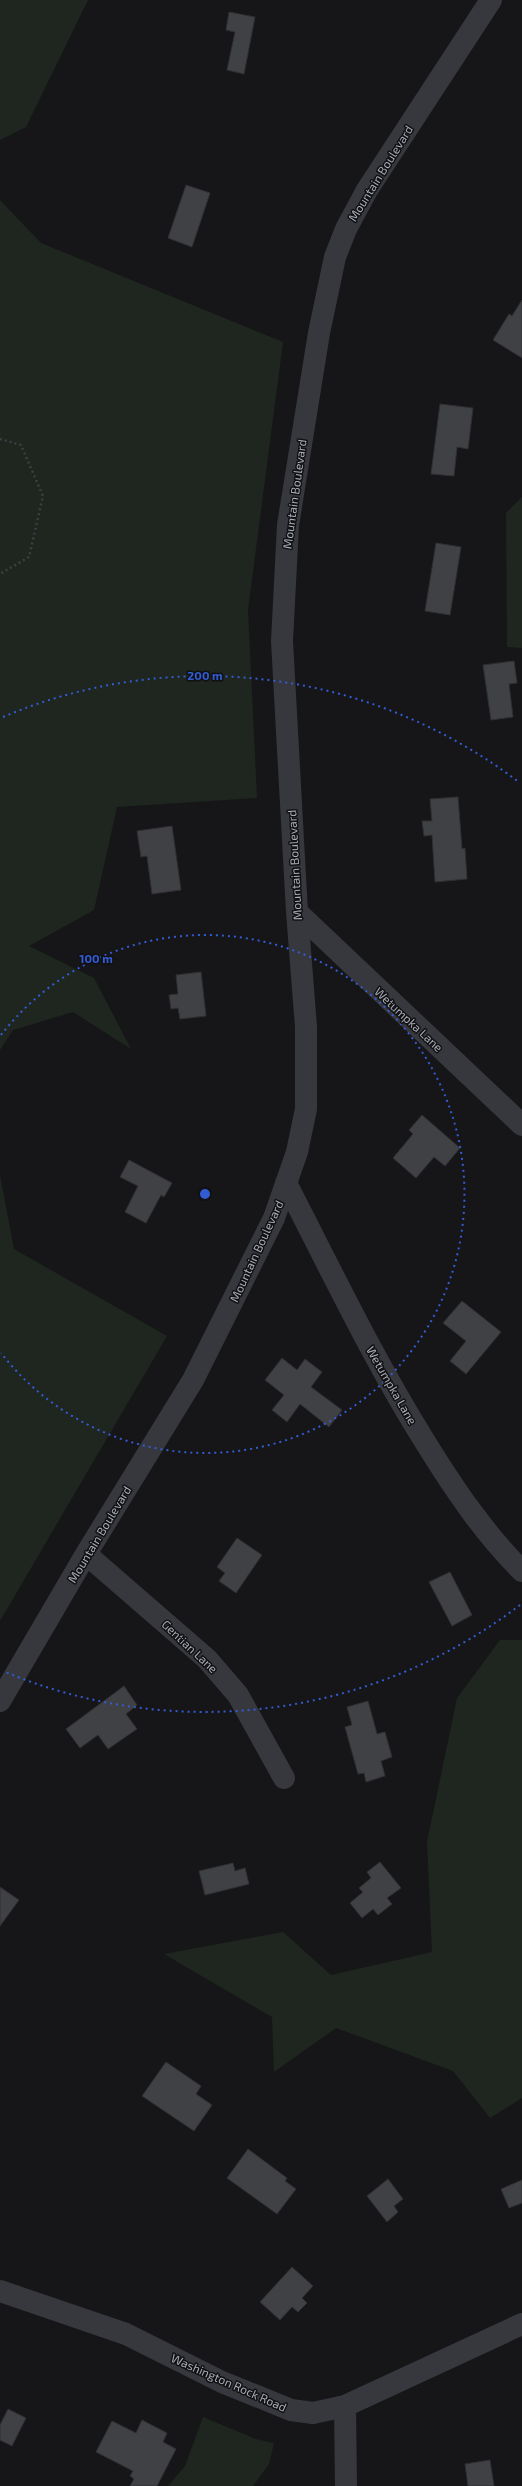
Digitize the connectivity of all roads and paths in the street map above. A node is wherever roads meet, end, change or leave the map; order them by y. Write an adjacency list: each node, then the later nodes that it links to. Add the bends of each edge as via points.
1 (491, 0): 4 (street, Mountain Boulevard, via 367,190 346,229 335,257 319,333 288,525 282,641)
2 (0, 439): 3 (path, via 21,445 43,496 29,557)
3 (0, 574)
4 (297, 912): 5 (street, Wetumpka Lane); 6 (street, Mountain Boulevard, via 306,1027 306,1109 298,1152)
5 (522, 1125)
6 (286, 1183): 7 (street, Mountain Boulevard, via 274,1218 193,1380); 8 (street, Wetumpka Lane, via 390,1385 461,1499 501,1550)
7 (86, 1554): 9 (street, Mountain Boulevard); 10 (street, Gentian Lane, via 207,1659 238,1695)
8 (522, 1571)
9 (0, 1701)
10 (284, 1778)
11 (0, 2291): 13 (street, Washington Rock Road, via 126,2334 222,2382 291,2410 313,2413)
12 (522, 2324): 13 (street, Washington Rock Road)
13 (345, 2406): 14 (street)
14 (346, 2486)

▸ **Task**
Please repeat all of the data exactly as it stands, leaving the pictures out.

▸ **Exercise result**
Digitize the connectivity of all roads and paths in the street map above. A node is wherever roads meet, end, change or leave the map; order them by y. Write an adjacency list: each node, then the later nodes that it links to. Add the bends of each edge as via points.
1 (491, 0): 4 (street, Mountain Boulevard, via 367,190 346,229 335,257 319,333 288,525 282,641)
2 (0, 439): 3 (path, via 21,445 43,496 29,557)
3 (0, 574)
4 (297, 912): 5 (street, Wetumpka Lane); 6 (street, Mountain Boulevard, via 306,1027 306,1109 298,1152)
5 (522, 1125)
6 (286, 1183): 7 (street, Mountain Boulevard, via 274,1218 193,1380); 8 (street, Wetumpka Lane, via 390,1385 461,1499 501,1550)
7 (86, 1554): 9 (street, Mountain Boulevard); 10 (street, Gentian Lane, via 207,1659 238,1695)
8 (522, 1571)
9 (0, 1701)
10 (284, 1778)
11 (0, 2291): 13 (street, Washington Rock Road, via 126,2334 222,2382 291,2410 313,2413)
12 (522, 2324): 13 (street, Washington Rock Road)
13 (345, 2406): 14 (street)
14 (346, 2486)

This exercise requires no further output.